Backstage at the Convention Center in Nashville, Big Chief Smiley Ricks is far from the costume he had left in progress back home. Nondescript in jeans and green T-shirt, he seems distracted, thinking perhaps of the house he and his sister had bought across Lake Pontchartrain. “That house is gone,” he says, quietly. “My sister got my mom and some of our nieces and nephews out, and we found one of my brothers and my nephew. I can’t find my other brother and his wife. But I will not worry about this now. We’re leaving everything in God’s hands.”
Smiley was raised in the Fisher Projects, notorious as a center of urban violence. But because it, too, is woven into the fabric of New Orleans, his way out was also within reach. “I didn’t make that lifestyle in the neighborhood,” he insists. “It made me what I am today. It was the music that took me from the streets, from doing things that were totally wrong to society.
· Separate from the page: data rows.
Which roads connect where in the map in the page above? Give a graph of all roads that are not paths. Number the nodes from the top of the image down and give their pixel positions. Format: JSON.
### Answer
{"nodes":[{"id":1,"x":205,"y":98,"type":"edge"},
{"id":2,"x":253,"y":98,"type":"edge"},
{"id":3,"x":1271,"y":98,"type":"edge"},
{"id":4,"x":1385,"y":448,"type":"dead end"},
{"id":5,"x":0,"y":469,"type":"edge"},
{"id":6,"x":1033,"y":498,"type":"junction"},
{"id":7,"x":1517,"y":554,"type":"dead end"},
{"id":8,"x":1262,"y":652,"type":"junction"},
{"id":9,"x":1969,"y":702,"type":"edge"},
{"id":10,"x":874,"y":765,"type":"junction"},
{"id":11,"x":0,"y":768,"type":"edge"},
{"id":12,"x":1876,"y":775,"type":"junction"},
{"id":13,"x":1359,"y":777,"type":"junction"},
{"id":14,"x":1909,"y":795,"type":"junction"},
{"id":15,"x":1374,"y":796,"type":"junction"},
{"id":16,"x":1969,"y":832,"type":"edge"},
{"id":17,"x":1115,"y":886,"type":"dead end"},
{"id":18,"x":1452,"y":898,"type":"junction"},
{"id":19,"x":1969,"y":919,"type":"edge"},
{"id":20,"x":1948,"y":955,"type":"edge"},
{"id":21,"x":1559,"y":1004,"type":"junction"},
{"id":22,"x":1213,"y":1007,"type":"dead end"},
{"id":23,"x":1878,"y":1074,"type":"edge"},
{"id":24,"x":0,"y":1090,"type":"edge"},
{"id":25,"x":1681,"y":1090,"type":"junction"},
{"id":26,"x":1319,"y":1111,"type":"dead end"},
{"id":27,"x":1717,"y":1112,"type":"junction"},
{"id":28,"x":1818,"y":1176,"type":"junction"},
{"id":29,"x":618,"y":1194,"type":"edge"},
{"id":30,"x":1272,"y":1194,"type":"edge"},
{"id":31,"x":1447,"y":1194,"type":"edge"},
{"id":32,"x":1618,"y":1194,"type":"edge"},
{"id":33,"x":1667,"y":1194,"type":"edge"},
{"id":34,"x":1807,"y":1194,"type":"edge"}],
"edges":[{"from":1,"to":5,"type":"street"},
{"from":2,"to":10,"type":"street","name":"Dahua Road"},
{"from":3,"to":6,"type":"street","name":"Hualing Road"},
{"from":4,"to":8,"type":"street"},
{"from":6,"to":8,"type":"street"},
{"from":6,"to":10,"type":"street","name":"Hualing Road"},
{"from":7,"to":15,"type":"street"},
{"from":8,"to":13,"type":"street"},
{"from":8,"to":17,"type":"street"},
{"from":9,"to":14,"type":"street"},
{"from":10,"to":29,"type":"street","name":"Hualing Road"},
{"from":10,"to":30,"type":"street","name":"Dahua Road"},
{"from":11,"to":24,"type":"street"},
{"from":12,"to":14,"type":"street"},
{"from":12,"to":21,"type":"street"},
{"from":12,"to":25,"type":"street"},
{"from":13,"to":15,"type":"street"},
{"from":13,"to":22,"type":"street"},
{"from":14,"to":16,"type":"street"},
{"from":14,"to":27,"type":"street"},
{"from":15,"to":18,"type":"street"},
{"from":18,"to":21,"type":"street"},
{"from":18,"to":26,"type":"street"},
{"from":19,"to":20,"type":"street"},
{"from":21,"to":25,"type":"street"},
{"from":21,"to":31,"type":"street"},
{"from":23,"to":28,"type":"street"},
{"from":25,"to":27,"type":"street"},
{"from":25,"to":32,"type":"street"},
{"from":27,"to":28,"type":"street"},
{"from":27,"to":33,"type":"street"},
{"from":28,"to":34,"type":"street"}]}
My cousin got me involved with his tribe, and when it started taking me a year to make my Indian suit, I liked that because I had to sew it right if I wanted to be pretty.”
His rise to the rank of chief of his tribe, the Comanche Hunters, at age 20 opened a door toward other opportunities, including a stint on the road with Dr. John’s band. That world seems impossibly far away from Nashville, where Smiley has settled for the time being. “But I’ll tell you this here, and I really mean it from my heart,” he says. “That Indian culture was grounded there and it’s going to be there again. If you listen to some of the Indian music, now you understand what they’re talking about when they sing, ‘We won’t bow down, we don’t know how.’ When I hear that, I think things will come back there. It makes me want to go back right now…”
September 17, from the Walnut Valley Bluegrass Festival near Winfield, Kansas
Mike West answers to a Florida area code now. “It’s funny,” he says. “I’ve never owned a cell phone. My wife and I have traveled all around the world, but it took a natural disaster to make me buy one. And we happened to be in Florida when the storm hit.”
West’s cell phone experience begins as another chapter of his life seems to be coming to an end. For ten years he has lived in New Orleans, an unlikely transplant to the cradle of jazz and R&B. Born in Australia, raised in England, trapped for a while on the music-biz treadmill while chasing his pop-star dream, he had come to the States as a tourist and wound up sticking around. For awhile, being a singer-songwriter, he thought about settling in Nashville, but when he couldn’t afford any of the apartments he’d found there, he made one of those cockeyed decisions that turned out to make sense after all: With $75 left to his name, West bought a Greyhound ticket to New Orleans.